A 120-year-old lighthouse has been put on wheels and rails and moved back from the eroding North Sea coastline in north-western Denmark.

The now-defunct Rubjerg Knude lighthouse was moved 300ft inland, said Kjeld Pedersen, the mason in charge of the move, which took less than the expected 10 hours.

Concrete will now be poured around the base of the 1,000-ton structure.

The Rubjerg Knude lighthouse is moved
The Rubjerg Knude lighthouse is moved (Henning Bagger/Ritzau Scanpix/AP)

The lighthouse is 76ft tall and sits on a cliff 200ft above sea level.

When it first came into service in 1900, it was roughly 650ft from the shore, but steady erosion meant that, by the time the move started on Tuesday morning, it was only about 20ft away.
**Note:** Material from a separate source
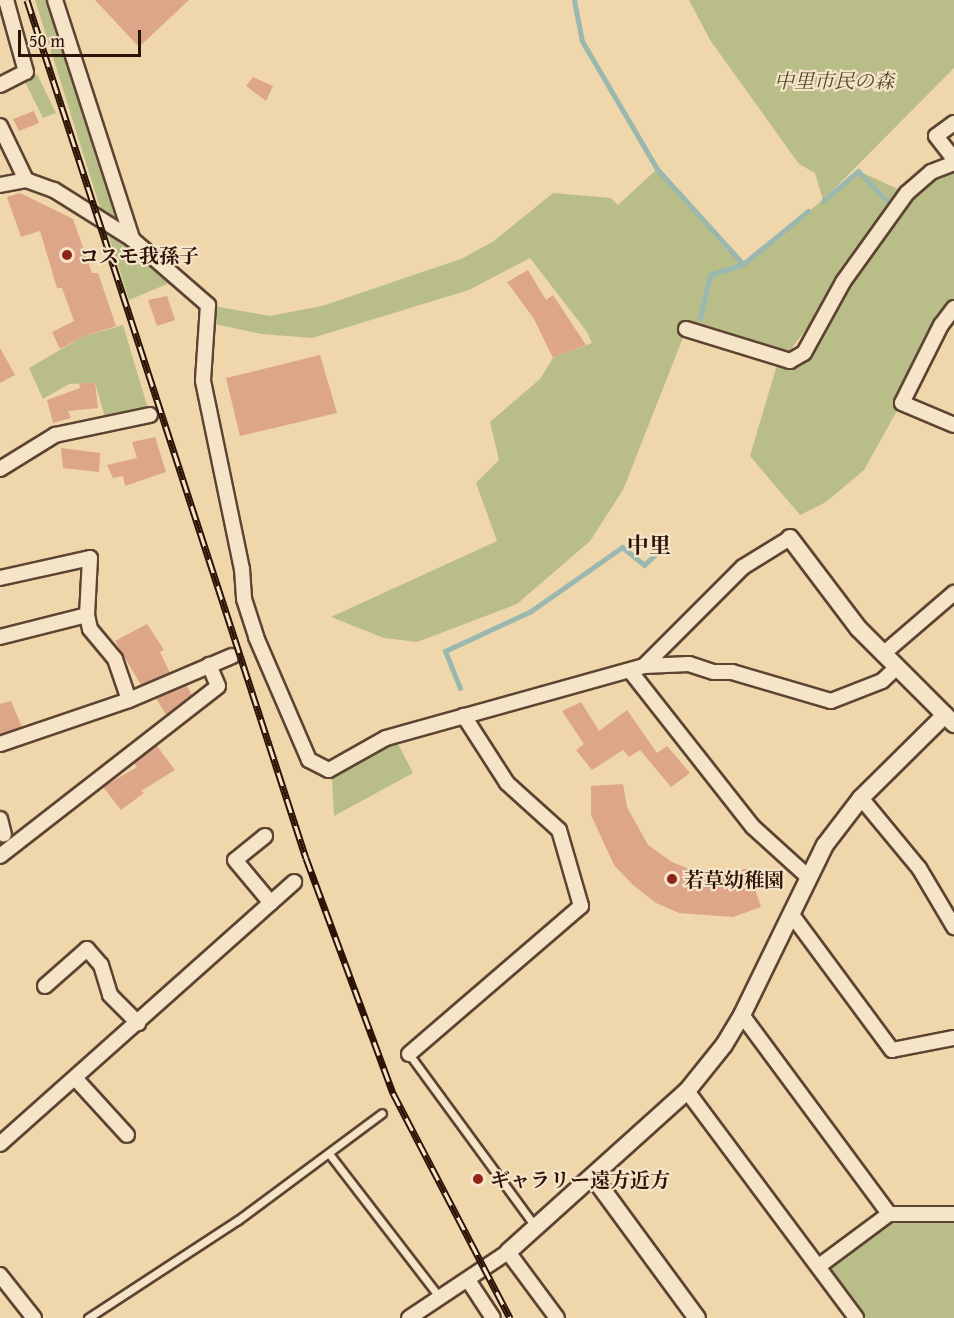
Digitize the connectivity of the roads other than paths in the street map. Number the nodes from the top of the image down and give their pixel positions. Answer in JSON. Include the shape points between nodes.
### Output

The environment ministry spent five million kroner (£576,000) to save the building, which officials say would otherwise have to have been dismantled.

Environment minister Lea Wermelin called the white, square lighthouse "a national treasure".

Local mayor Arne Boelt and the town of Hjoerring also chipped in to foot the bill.

The lighthouse edges towards its new home
The lighthouse edges towards its new home (Hans Ravnr/Ritzau Scanpix/AP)

The lighthouse ceased operating in 1968 and was briefly turned into a museum, including an exhibit about the structure's struggle against sand drift.

In the end, it was closed because of shifting sands which slowly buried the two buildings next to the lighthouse, but it still has more than 250,000 visitors a year.

The move was broadcast live on major Danish news outlets.

In 2008, a nearby church was dismantled to prevent it from falling into the sea. The Romanesque Maarup Church, built on a cliff around 1250, was picked for scenes in Babette's Feast, which in 1987 became the first Danish film to win the Oscar for best foreign language film.